──────── Information provided ────────

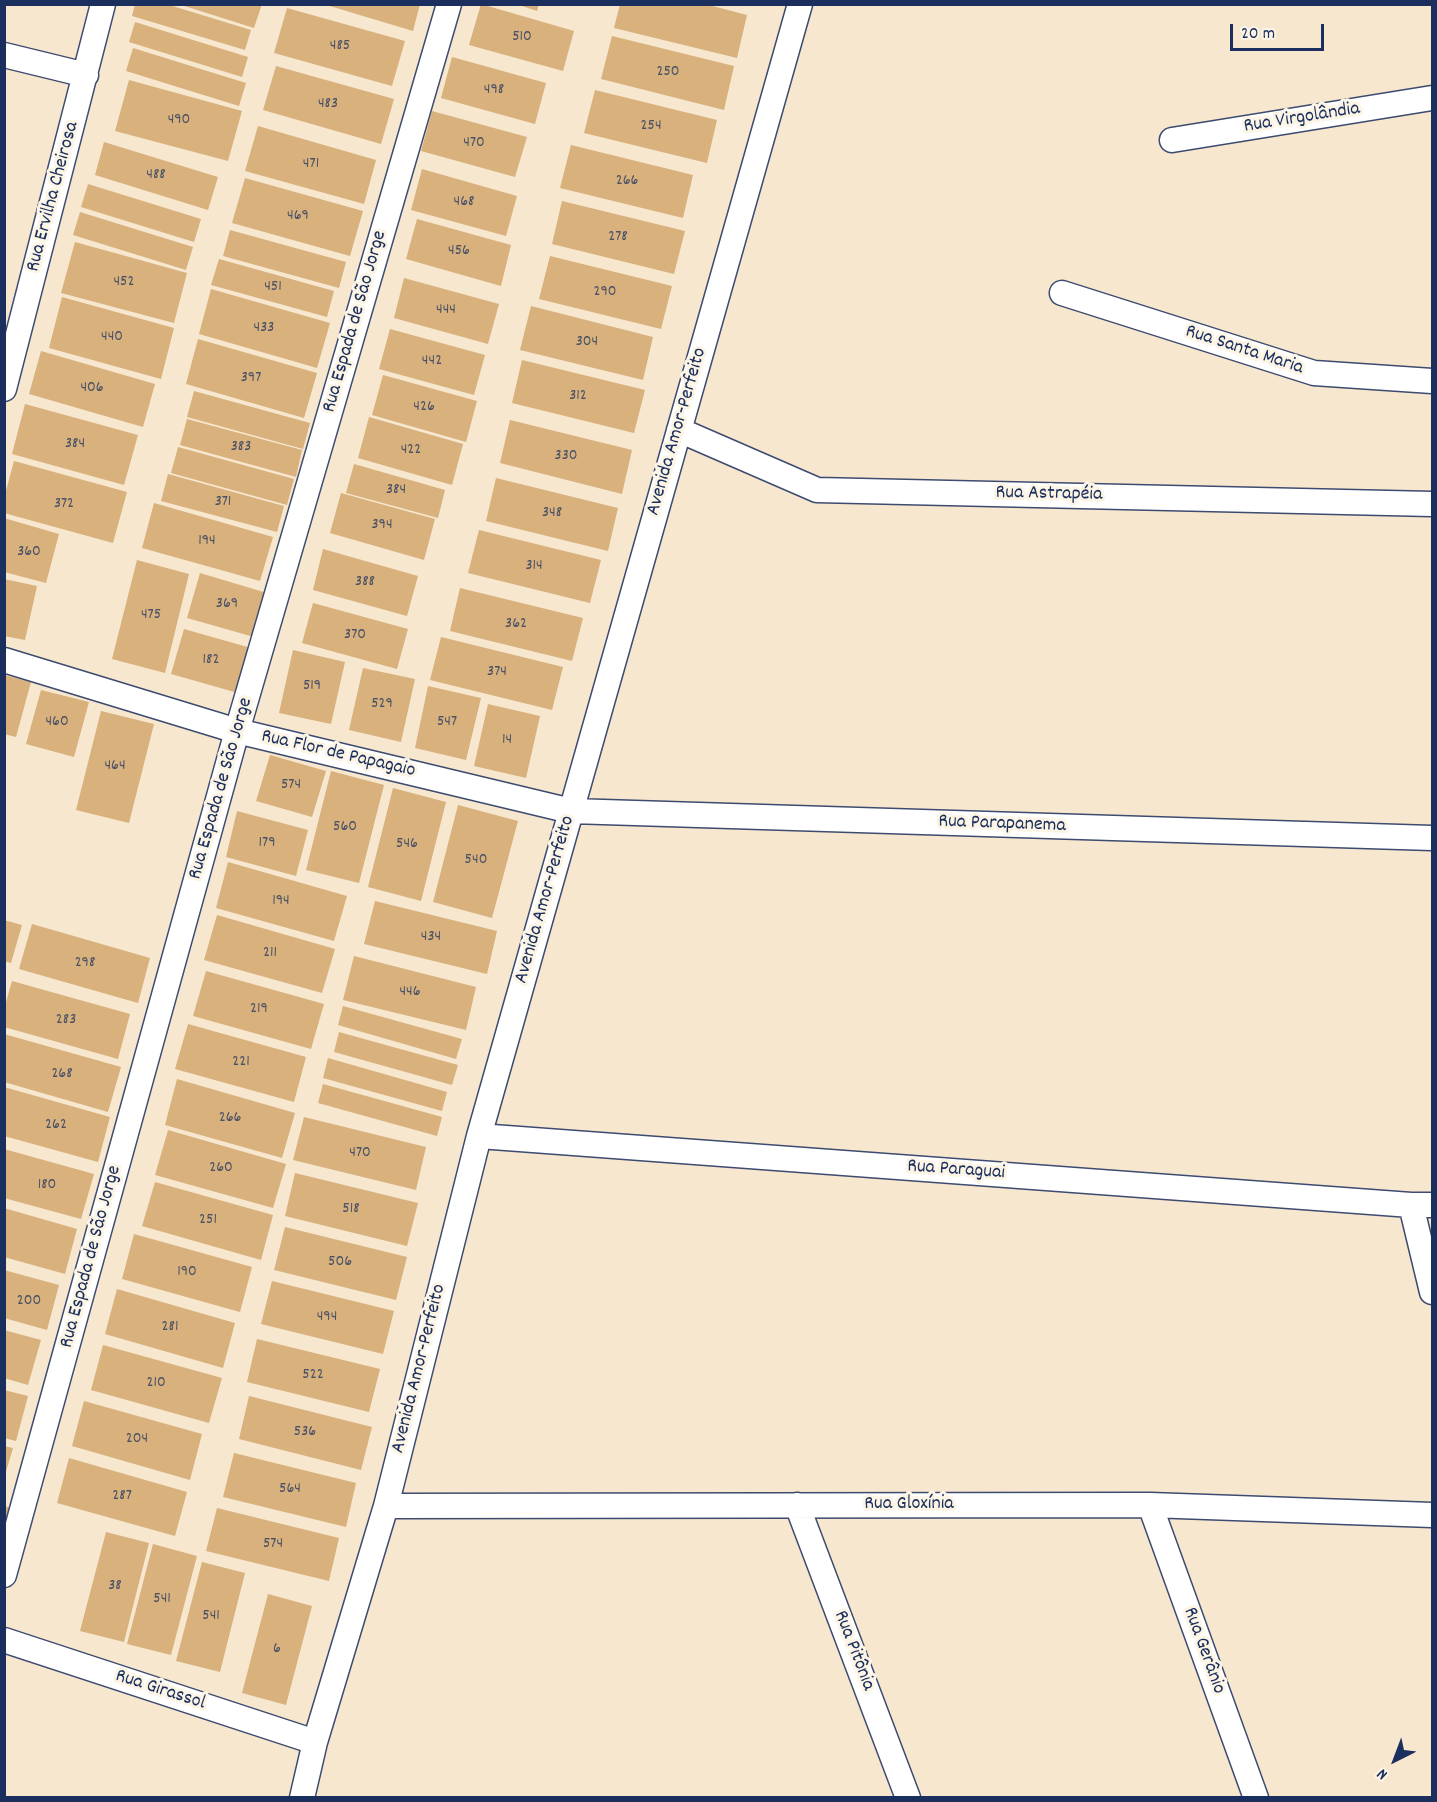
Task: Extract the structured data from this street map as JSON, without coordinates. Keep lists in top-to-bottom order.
{
  "streets": {
    "street": [
      "Rua Virgolândia",
      "Rua Ervilha Cheirosa",
      "Rua Espada de São Jorge",
      "Rua Santa Maria",
      "Avenida Amor-Perfeito",
      "Rua Astrapéia",
      "Rua Flor de Papagaio",
      "Rua Parapanema",
      "Rua Paraguai",
      "Rua Gloxínia",
      "Rua Pitônia",
      "Rua Gerânio",
      "Rua Girassol"
    ]
  },
  "crossings": [
    ["Rua Espada de São Jorge", "Rua Flor de Papagaio"],
    ["Avenida Amor-Perfeito", "Rua Astrapéia"],
    ["Avenida Amor-Perfeito", "Rua Flor de Papagaio"],
    ["Avenida Amor-Perfeito", "Rua Parapanema"],
    ["Avenida Amor-Perfeito", "Rua Paraguai"],
    ["Avenida Amor-Perfeito", "Rua Gloxínia"],
    ["Avenida Amor-Perfeito", "Rua Girassol"],
    ["Rua Flor de Papagaio", "Rua Parapanema"],
    ["Rua Gloxínia", "Rua Pitônia"],
    ["Rua Gloxínia", "Rua Gerânio"]
  ],
  "house_numbers": [
    "510",
    "485",
    "250",
    "498",
    "483",
    "490",
    "254",
    "470",
    "471",
    "488",
    "266",
    "468",
    "469",
    "278",
    "456",
    "452",
    "451",
    "290",
    "444",
    "433",
    "440",
    "304",
    "442",
    "397",
    "406",
    "312",
    "426",
    "384",
    "383",
    "422",
    "330",
    "384",
    "371",
    "372",
    "348",
    "394",
    "194",
    "360",
    "314",
    "388",
    "369",
    "475",
    "362",
    "370",
    "182",
    "374",
    "519",
    "529",
    "460",
    "547",
    "14",
    "464",
    "574",
    "560",
    "179",
    "546",
    "540",
    "194",
    "434",
    "211",
    "298",
    "446",
    "219",
    "283",
    "221",
    "268",
    "266",
    "262",
    "470",
    "260",
    "180",
    "518",
    "251",
    "506",
    "190",
    "200",
    "494",
    "281",
    "522",
    "210",
    "536",
    "204",
    "564",
    "287",
    "574",
    "38",
    "541",
    "541",
    "6"
  ],
  "scale_bar": "20 m",
  "north": "bottom left"
}
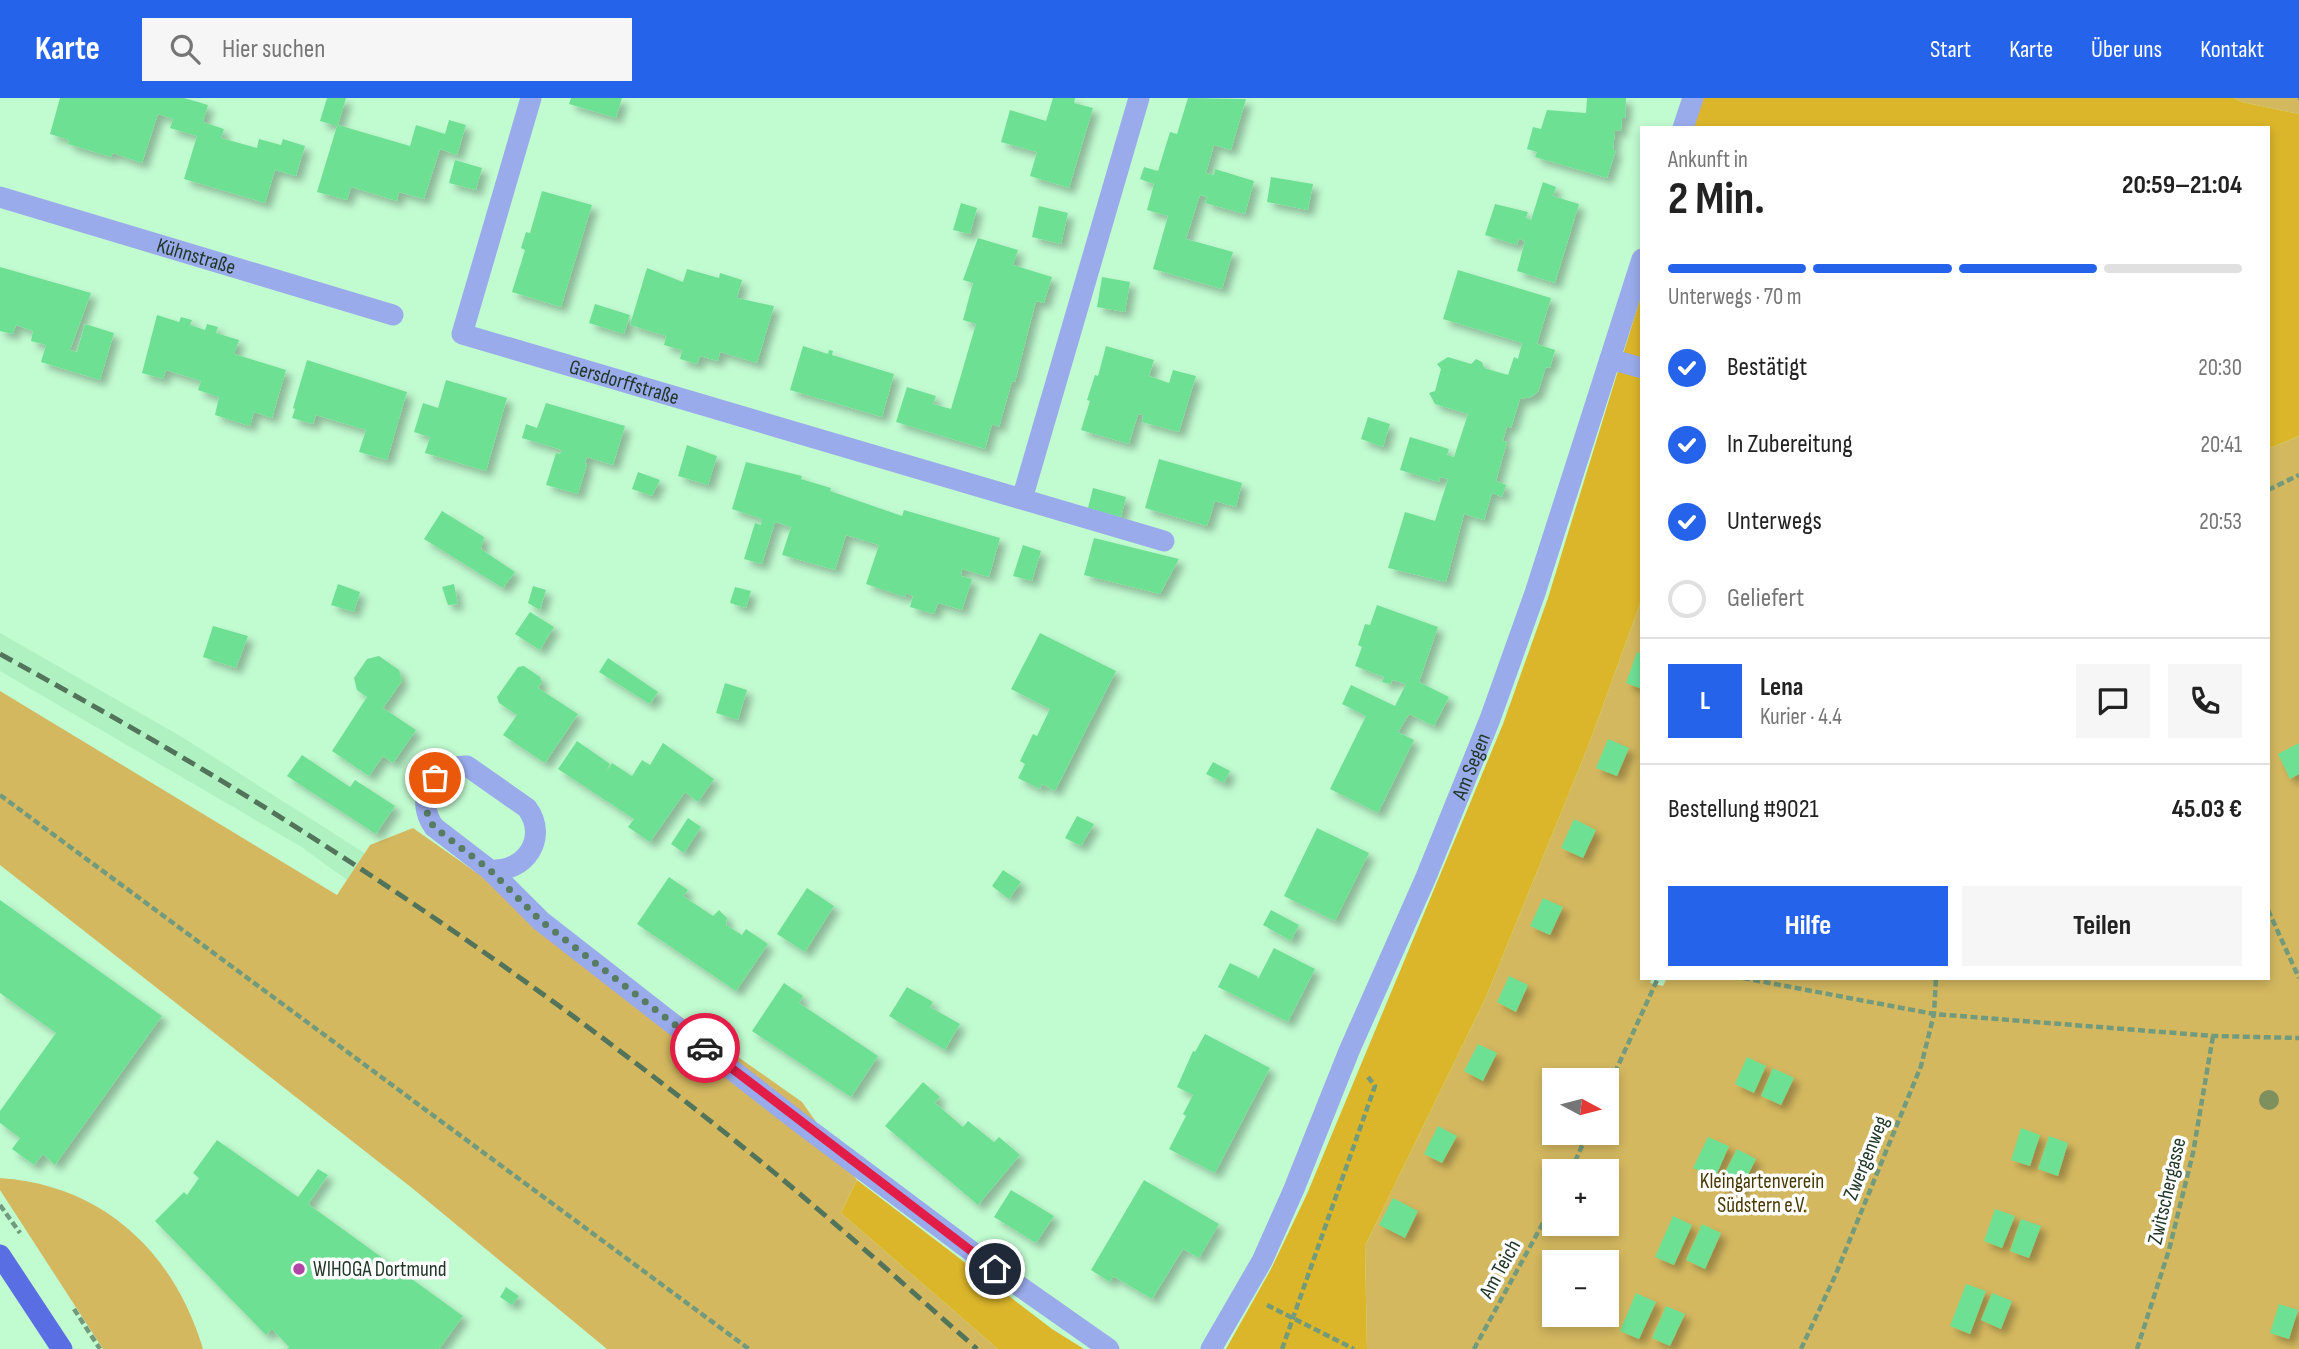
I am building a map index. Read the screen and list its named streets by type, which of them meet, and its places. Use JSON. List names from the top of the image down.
{
  "streets": {
    "street": ["Kühnstraße", "Gersdorffstraße", "Am Segen"],
    "path": ["Zwergenweg", "Zwitschergasse", "Am Teich"]
  },
  "parks": ["Kleingartenverein Südstern e.V."],
  "places": ["WIHOGA Dortmund"],
  "north": "right",
  "page": {
    "header": "Karte",
    "search": "Hier suchen",
    "nav": [
      "Start",
      "Karte",
      "Über uns",
      "Kontakt"
    ],
    "heading": ["2 Min.", "Ankunft in", "20:59–21:04"],
    "panel": [
      "Lena",
      "Kurier · 4.4",
      "Bestellung #9021",
      "45.03 €"
    ],
    "bar": "Unterwegs · 70 m",
    "list": [
      ["Bestätigt", "20:30"],
      ["In Zubereitung", "20:41"],
      ["Unterwegs", "20:53"],
      "Geliefert"
    ],
    "round": "L",
    "buttons": ["Hilfe", "Teilen"],
    "map_buttons": ["+", "−"]
  }
}
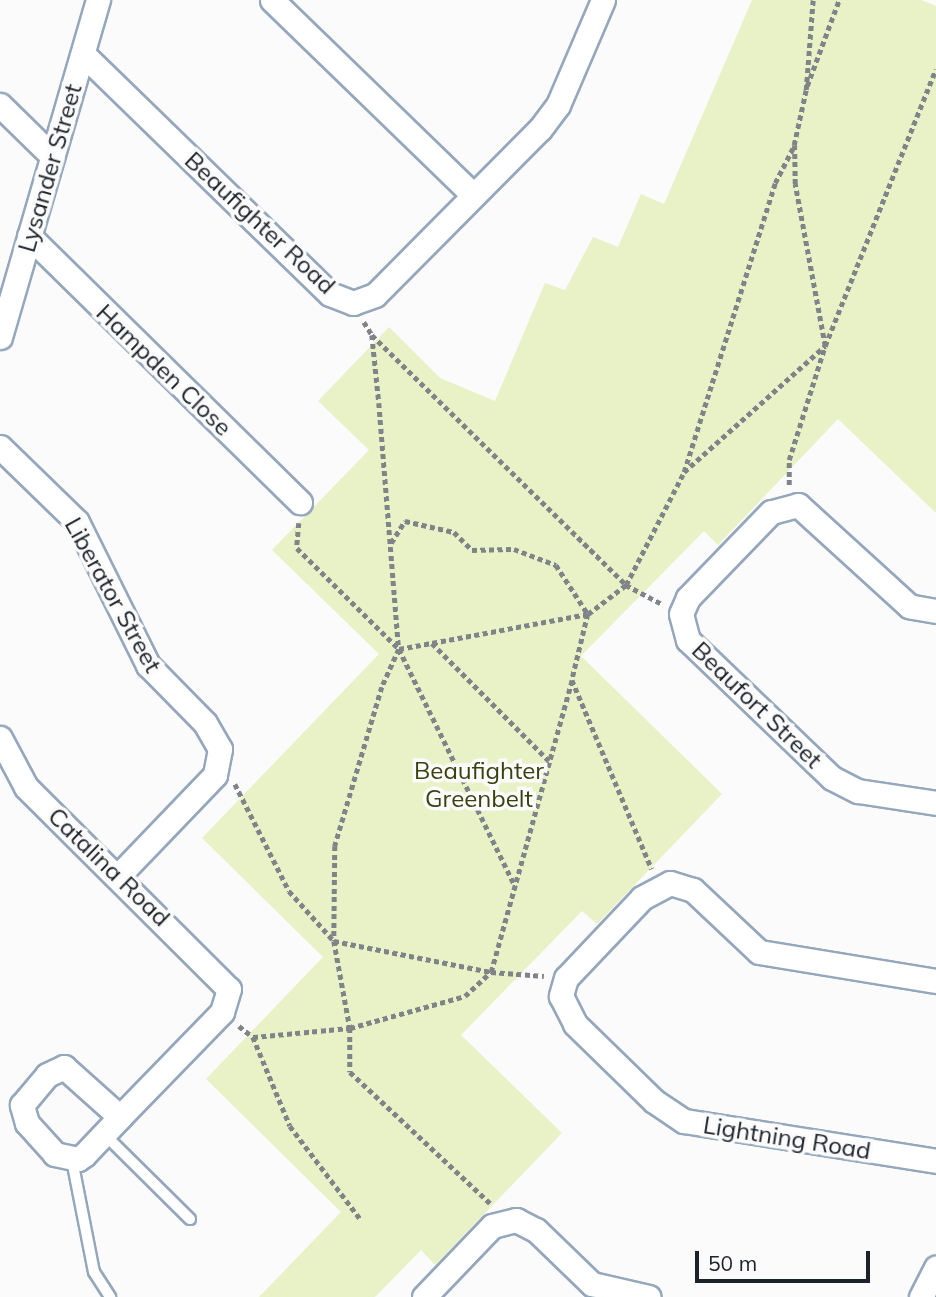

────────

Work request>
The result should be the listing above, restated exactly, with no pictures in it.

Result of this task>
Task: Extract the structured data from this street map as JSON, without coordinates. Keep lists in top-to-bottom order.
{
  "streets": {
    "street": [
      "Rua Virgolândia",
      "Rua Ervilha Cheirosa",
      "Rua Espada de São Jorge",
      "Rua Santa Maria",
      "Avenida Amor-Perfeito",
      "Rua Astrapéia",
      "Rua Flor de Papagaio",
      "Rua Parapanema",
      "Rua Paraguai",
      "Rua Gloxínia",
      "Rua Pitônia",
      "Rua Gerânio",
      "Rua Girassol"
    ]
  },
  "crossings": [
    ["Rua Espada de São Jorge", "Rua Flor de Papagaio"],
    ["Avenida Amor-Perfeito", "Rua Astrapéia"],
    ["Avenida Amor-Perfeito", "Rua Flor de Papagaio"],
    ["Avenida Amor-Perfeito", "Rua Parapanema"],
    ["Avenida Amor-Perfeito", "Rua Paraguai"],
    ["Avenida Amor-Perfeito", "Rua Gloxínia"],
    ["Avenida Amor-Perfeito", "Rua Girassol"],
    ["Rua Flor de Papagaio", "Rua Parapanema"],
    ["Rua Gloxínia", "Rua Pitônia"],
    ["Rua Gloxínia", "Rua Gerânio"]
  ],
  "house_numbers": [
    "510",
    "485",
    "250",
    "498",
    "483",
    "490",
    "254",
    "470",
    "471",
    "488",
    "266",
    "468",
    "469",
    "278",
    "456",
    "452",
    "451",
    "290",
    "444",
    "433",
    "440",
    "304",
    "442",
    "397",
    "406",
    "312",
    "426",
    "384",
    "383",
    "422",
    "330",
    "384",
    "371",
    "372",
    "348",
    "394",
    "194",
    "360",
    "314",
    "388",
    "369",
    "475",
    "362",
    "370",
    "182",
    "374",
    "519",
    "529",
    "460",
    "547",
    "14",
    "464",
    "574",
    "560",
    "179",
    "546",
    "540",
    "194",
    "434",
    "211",
    "298",
    "446",
    "219",
    "283",
    "221",
    "268",
    "266",
    "262",
    "470",
    "260",
    "180",
    "518",
    "251",
    "506",
    "190",
    "200",
    "494",
    "281",
    "522",
    "210",
    "536",
    "204",
    "564",
    "287",
    "574",
    "38",
    "541",
    "541",
    "6"
  ],
  "scale_bar": "20 m",
  "north": "bottom left"
}
I am building a map index. Read the screen and list its named streets by type, which of them meet, and its places. Use JSON. List names from the top of the image down.
{
  "streets": {
    "street": ["Kühnstraße", "Gersdorffstraße", "Am Segen"],
    "path": ["Zwergenweg", "Zwitschergasse", "Am Teich"]
  },
  "parks": ["Kleingartenverein Südstern e.V."],
  "places": ["WIHOGA Dortmund"],
  "north": "right",
  "page": {
    "header": "Karte",
    "search": "Hier suchen",
    "nav": [
      "Start",
      "Karte",
      "Über uns",
      "Kontakt"
    ],
    "heading": ["2 Min.", "Ankunft in", "20:59–21:04"],
    "panel": [
      "Lena",
      "Kurier · 4.4",
      "Bestellung #9021",
      "45.03 €"
    ],
    "bar": "Unterwegs · 70 m",
    "list": [
      ["Bestätigt", "20:30"],
      ["In Zubereitung", "20:41"],
      ["Unterwegs", "20:53"],
      "Geliefert"
    ],
    "round": "L",
    "buttons": ["Hilfe", "Teilen"],
    "map_buttons": ["+", "−"]
  }
}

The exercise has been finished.